Procedure Age and Gender

A claim line can specify up to three procedures. This step handles the validation of a claim line with regard to the allowed age and gender that can be specified on procedures. These attributes represent conditions that must be met by a serviced person in order to claim the specified procedure. The age is determined as the age on the claim line start date.

If the person fails to meet the age and or gender conditions, then the following message is attached to the claim line.

Code Sev Text

CLA-FL-PPRI-003

Fatal

The serviced person’s age {"person.age"} exceeds the age bounds {"procedure setting.age from"}, {"procedure setting.age to"}, as specified for the procedure.

CLA-FL-PPRI-021

Fatal

The serviced person’s age {"person.age"} exceeds the age bounds {"procedure setting.age from"}, {"procedure setting.age to"}, as specified for the second procedure.

CLA-FL-PPRI-022

Fatal

The serviced person’s age {"person.age"} exceeds the age bounds {"procedure setting.age from"}, {"procedure setting.age to"}, as specified for the third procedure.

Note that the bounds on the procedure are inclusive: if the "age to" is 75 and the person is exactly 75 years old on the as-of date, then no fatal message is attached.

In the event that the procedure gender attribute is specified, the gender of the serviced person has to be the same.
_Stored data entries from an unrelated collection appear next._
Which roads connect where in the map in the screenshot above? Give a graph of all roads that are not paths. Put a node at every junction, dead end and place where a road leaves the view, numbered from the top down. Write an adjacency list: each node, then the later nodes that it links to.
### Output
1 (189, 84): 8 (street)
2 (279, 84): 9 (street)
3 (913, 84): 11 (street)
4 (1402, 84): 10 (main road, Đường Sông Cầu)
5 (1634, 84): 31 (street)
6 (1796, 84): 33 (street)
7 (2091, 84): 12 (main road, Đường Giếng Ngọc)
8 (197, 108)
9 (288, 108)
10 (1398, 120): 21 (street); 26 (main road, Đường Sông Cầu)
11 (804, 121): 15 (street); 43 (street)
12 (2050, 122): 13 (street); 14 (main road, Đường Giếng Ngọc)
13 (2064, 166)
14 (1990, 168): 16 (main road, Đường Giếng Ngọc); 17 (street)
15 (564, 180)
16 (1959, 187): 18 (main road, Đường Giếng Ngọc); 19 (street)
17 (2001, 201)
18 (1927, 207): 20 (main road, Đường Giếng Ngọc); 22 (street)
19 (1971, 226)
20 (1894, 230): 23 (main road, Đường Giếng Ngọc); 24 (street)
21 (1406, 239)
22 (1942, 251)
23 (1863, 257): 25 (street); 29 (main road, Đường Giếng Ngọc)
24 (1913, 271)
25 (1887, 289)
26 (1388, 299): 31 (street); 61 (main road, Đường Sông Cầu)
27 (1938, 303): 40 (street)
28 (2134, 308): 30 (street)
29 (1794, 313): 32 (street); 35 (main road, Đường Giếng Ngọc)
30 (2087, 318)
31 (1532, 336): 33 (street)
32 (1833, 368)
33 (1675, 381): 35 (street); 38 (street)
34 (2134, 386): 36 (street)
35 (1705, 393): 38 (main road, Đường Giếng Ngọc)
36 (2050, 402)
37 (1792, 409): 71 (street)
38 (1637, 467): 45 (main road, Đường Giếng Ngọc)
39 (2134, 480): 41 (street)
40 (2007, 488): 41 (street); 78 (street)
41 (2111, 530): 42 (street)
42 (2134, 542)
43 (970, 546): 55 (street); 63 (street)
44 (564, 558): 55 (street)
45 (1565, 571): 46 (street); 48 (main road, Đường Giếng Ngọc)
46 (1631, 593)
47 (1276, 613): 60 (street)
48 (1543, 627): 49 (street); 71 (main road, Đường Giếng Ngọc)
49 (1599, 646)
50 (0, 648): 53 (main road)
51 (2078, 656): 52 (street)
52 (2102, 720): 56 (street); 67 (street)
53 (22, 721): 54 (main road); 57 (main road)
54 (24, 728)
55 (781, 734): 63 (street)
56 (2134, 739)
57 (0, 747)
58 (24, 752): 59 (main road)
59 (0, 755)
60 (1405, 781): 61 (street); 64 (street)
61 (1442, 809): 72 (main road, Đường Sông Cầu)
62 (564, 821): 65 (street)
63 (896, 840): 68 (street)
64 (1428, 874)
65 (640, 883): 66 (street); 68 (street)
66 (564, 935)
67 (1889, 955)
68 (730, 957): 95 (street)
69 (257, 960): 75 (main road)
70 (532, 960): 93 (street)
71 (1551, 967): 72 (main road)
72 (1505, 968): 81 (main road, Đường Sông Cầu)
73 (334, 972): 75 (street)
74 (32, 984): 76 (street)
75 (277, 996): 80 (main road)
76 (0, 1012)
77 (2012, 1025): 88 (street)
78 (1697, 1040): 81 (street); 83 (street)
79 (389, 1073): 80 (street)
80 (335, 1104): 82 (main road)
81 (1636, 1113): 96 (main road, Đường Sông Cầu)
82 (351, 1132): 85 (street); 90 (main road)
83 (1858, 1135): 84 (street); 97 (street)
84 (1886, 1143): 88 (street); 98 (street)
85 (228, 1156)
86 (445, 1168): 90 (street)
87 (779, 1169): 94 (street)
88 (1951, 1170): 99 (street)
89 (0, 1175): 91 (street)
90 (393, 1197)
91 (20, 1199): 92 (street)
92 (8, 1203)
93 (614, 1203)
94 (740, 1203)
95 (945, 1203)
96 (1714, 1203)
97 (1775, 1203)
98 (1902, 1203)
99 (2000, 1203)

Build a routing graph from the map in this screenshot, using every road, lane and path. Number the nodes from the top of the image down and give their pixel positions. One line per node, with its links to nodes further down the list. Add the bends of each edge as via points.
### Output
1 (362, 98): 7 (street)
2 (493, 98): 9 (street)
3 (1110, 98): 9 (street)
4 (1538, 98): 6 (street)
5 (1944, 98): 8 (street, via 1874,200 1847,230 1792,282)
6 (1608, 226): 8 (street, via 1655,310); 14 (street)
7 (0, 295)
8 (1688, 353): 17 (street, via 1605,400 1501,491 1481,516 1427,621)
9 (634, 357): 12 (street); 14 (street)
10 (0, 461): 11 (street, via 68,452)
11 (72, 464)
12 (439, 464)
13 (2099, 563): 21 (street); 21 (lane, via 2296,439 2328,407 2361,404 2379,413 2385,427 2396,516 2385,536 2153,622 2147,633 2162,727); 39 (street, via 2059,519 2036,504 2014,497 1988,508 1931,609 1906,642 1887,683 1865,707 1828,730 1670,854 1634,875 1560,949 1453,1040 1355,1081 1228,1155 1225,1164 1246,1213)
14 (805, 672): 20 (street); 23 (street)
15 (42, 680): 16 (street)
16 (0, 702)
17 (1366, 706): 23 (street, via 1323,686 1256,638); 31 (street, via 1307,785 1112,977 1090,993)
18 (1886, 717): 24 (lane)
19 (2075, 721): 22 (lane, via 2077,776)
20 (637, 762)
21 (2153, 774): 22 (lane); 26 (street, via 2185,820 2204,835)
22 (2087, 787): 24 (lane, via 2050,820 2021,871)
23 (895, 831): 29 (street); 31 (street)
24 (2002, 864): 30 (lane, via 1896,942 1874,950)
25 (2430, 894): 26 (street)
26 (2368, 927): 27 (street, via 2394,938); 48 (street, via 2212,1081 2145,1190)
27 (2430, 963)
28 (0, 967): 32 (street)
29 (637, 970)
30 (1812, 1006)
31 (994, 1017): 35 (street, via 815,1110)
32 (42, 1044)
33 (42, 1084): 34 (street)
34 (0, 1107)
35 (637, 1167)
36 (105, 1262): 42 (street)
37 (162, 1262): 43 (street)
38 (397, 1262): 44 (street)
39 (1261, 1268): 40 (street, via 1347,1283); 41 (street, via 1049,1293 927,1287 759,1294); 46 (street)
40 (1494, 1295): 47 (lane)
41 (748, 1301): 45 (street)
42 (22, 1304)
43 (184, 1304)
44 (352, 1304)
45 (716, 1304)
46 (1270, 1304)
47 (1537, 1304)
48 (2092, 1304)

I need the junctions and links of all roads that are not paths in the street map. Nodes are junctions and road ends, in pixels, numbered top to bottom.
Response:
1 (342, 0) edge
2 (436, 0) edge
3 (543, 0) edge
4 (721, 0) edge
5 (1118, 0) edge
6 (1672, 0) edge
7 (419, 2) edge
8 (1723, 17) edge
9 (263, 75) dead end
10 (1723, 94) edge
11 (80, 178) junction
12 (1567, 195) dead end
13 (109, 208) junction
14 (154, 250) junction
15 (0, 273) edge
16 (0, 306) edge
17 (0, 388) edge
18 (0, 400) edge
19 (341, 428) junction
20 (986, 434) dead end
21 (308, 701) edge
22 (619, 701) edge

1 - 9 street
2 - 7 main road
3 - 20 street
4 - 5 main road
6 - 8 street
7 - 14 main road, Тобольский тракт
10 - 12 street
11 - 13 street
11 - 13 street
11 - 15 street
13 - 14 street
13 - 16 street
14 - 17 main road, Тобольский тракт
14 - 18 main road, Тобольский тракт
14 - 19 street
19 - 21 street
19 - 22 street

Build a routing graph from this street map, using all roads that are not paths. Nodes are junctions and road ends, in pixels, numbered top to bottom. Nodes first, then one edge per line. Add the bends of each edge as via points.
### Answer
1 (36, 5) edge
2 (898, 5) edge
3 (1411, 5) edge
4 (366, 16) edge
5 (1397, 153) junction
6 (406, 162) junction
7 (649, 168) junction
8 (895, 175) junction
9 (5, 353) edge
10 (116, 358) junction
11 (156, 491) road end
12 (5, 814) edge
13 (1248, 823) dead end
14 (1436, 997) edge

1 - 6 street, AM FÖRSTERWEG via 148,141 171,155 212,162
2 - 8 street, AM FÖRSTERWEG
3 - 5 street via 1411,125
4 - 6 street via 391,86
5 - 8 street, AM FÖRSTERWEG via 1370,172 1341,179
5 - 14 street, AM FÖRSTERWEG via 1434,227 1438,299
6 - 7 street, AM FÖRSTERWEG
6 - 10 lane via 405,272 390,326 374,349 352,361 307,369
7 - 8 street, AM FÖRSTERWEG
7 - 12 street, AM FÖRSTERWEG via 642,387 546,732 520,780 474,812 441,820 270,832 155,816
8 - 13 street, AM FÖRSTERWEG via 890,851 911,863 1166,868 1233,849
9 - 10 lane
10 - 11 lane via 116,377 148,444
If this is not the case, then the following message is attached to the claim line:

Code Sev Text

CLA-FL-PPRI-004

Fatal

The serviced person’s gender {"serviced person.gender"} does not match the gender {"procedure setting.gender"} specified for the procedure.

CLA-FL-PPRI-023

Fatal

The serviced person’s gender {"serviced person.gender"} does not match the gender {"procedure setting.gender"} specified for the second procedure.

CLA-FL-PPRI-024

Fatal

The serviced person’s gender {"serviced person.gender"} does not match the gender {"procedure setting.gender"} specified for the third procedure.

Note that this check is only relevant if the claim or claim line relates to a serviced person. It does apply to serviced objects.

Serviced Entity Type

An additional validation is executed to check whether the serviced entity type is valid for the line of business related to the claim form.

Code Sev Text

CLA-FL-PPRI-025

Fatal

The serviced entity type {type} is not valid for line of business {code}.

Evaluate External Intervention Rules

All external intervention rules of the sub type MANUAL CHANGE are evaluated. A rule triggers when all a claim, claim line or bill satisfies all criteria set by the rule.

For each triggered external intervention rule, the specified pend reason is checked: if the reattach indicator is unchecked and the pend reason history indicates that the same pend reason has been previously attached on the same level (claim, bill or line), then the pend reason is not attached and the claim will not pend because of this external intervention rule. Otherwise, the specified pend reason is attached to the claim, claim line or bill, and added to the claim pend reason history.

If no pend reasons are attached as a result of the external intervention rule evaluation, then the claim skips ahead to the "Pre Pricing" step. Otherwise, the claim indicators "Preprocessing Done?" and "Pricing Done?" are unchecked and the claim status is set to CHANGE. See the Operations Guide on claims flow configuration for more details on how to configure external intervention rules.